In addition to A. fumigatus, we have demonstrated that specific triggering of TLR9 recruitment to the macrophage phagosomal membrane is a conserved feature of fungi of distinct phylogenetic origins, including Candida albicans, Saccharomyces cerevisiae, Malassezia furfur, and Cryptococcus neoformans.27 The capacity to trigger phagosomal TLR9 recruitment was not affected by a loss of fungal viability or cell wall integrity. TLR9 deficiency has been linked to increased resistance to murine candidiasis and to restriction of fungal growth in vivo. Macrophages lacking TLR9 demonstrate a comparable capacity for phagocytosis and normal phagosomal maturation compared to wild-type macrophages. We have shown that TLR9 deficiency increases macrophage TNF-α production in response to C. albicans and S. cerevisiae, independent of yeast viability.27 The increase in TNF-α production was reversible by functional complementation of the TLR9 gene, confirming that TLR9 was responsible for negative modulation of the cytokine response. Consistently, TLR9 deficiency enhanced the macrophage effector response by increasing macrophage nitric oxide production. Moreover, microbicidal activity against C. albicans and S. cerevisiae was more efficient in TLR9 knockout macrophages than in wild-type macrophages.

In conclusion, our data have demonstrated that TLR9 is compartmentalized selectively to fungal phagosomes and negatively modulates macrophage antifungal effector functions. Our data support a model in which orchestration of antifungal innate immunity involves a complex interplay of fungal ligand combinations, host cell machinery rearrangements, and TLR cooperation and antagonism.

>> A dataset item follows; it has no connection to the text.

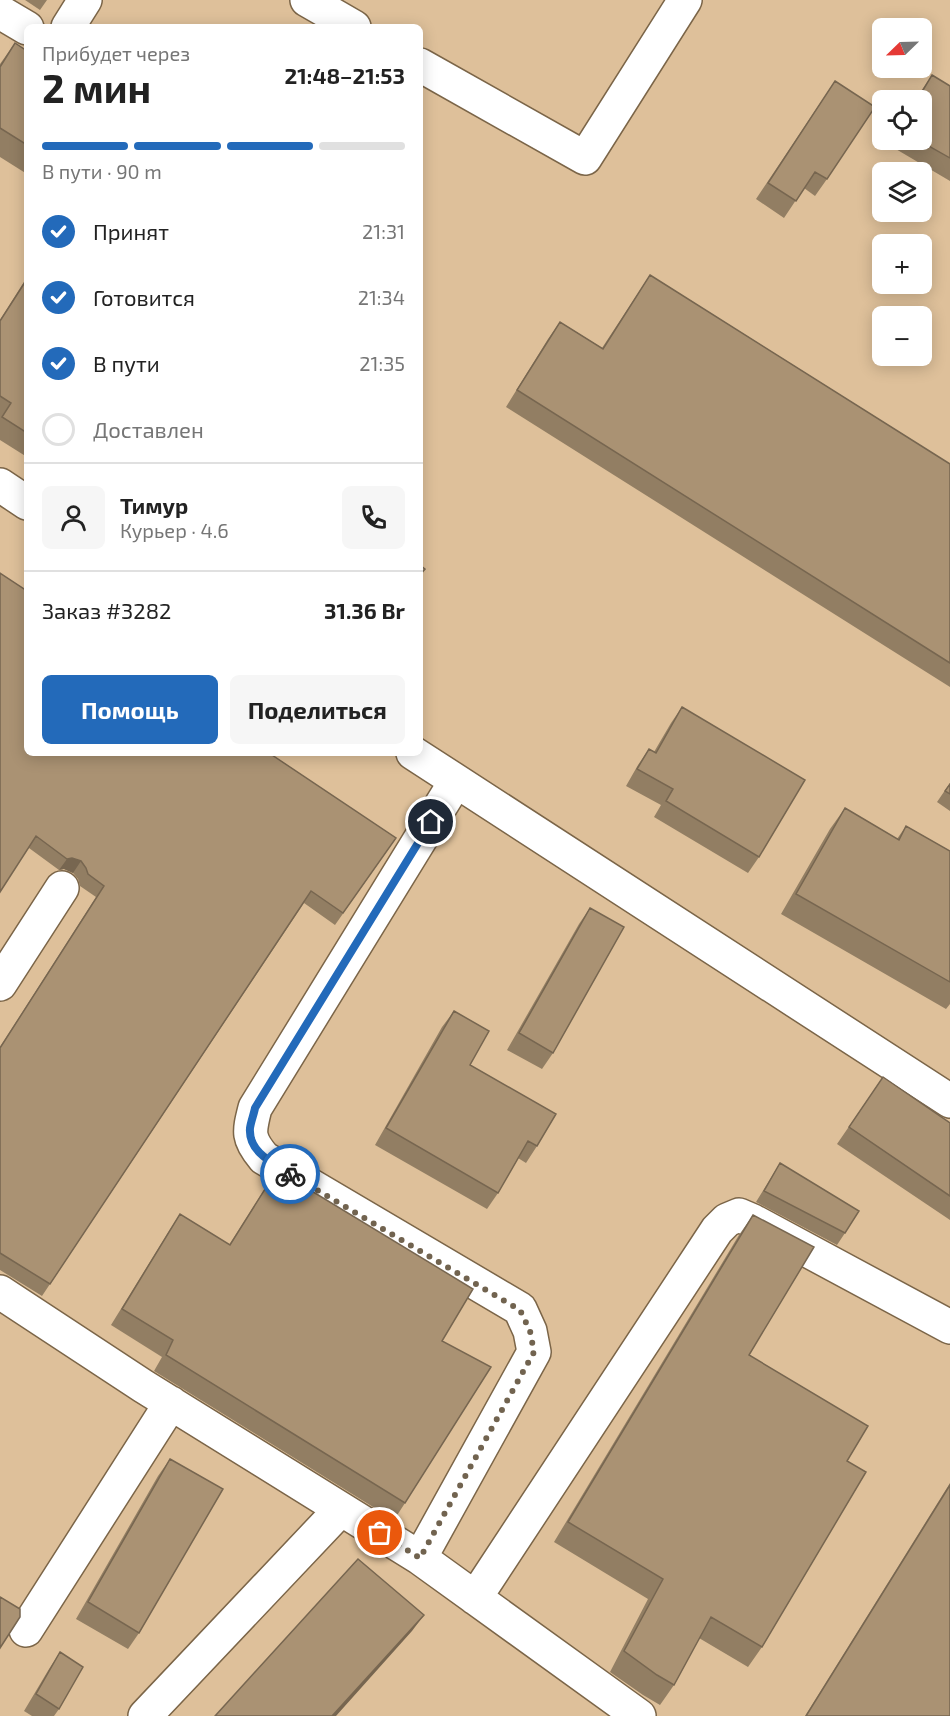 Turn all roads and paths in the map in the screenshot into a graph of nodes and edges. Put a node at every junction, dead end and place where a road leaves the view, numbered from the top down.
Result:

Reducing the complexity: development and use of fungal-like particles

The mammalian immune response to invasive fungal pathogens, including A. fumigates, is a complex and dynamic process that serves to protect the host from invasive infection. Indeed, the generation of phagosomes and maturation of these organelles in part dictates the ensuing immune response to the pathogen. Our ability to understand the rules that govern this response is limited by two principal factors. First, the cell wall of A. fumigatus is a dynamic structure that undergoes both constitutional and morphologic changes, triggering additional responses from the APC. A. fumigatus can swell inside the phagosome and reveal new antigenic determinants that are effectively shielded during the engulfment phase. Second, the resulting immune response from a complex particle such as A. fumigatus is difficult to dissect and to attribute specific responses to discrete cell wall components.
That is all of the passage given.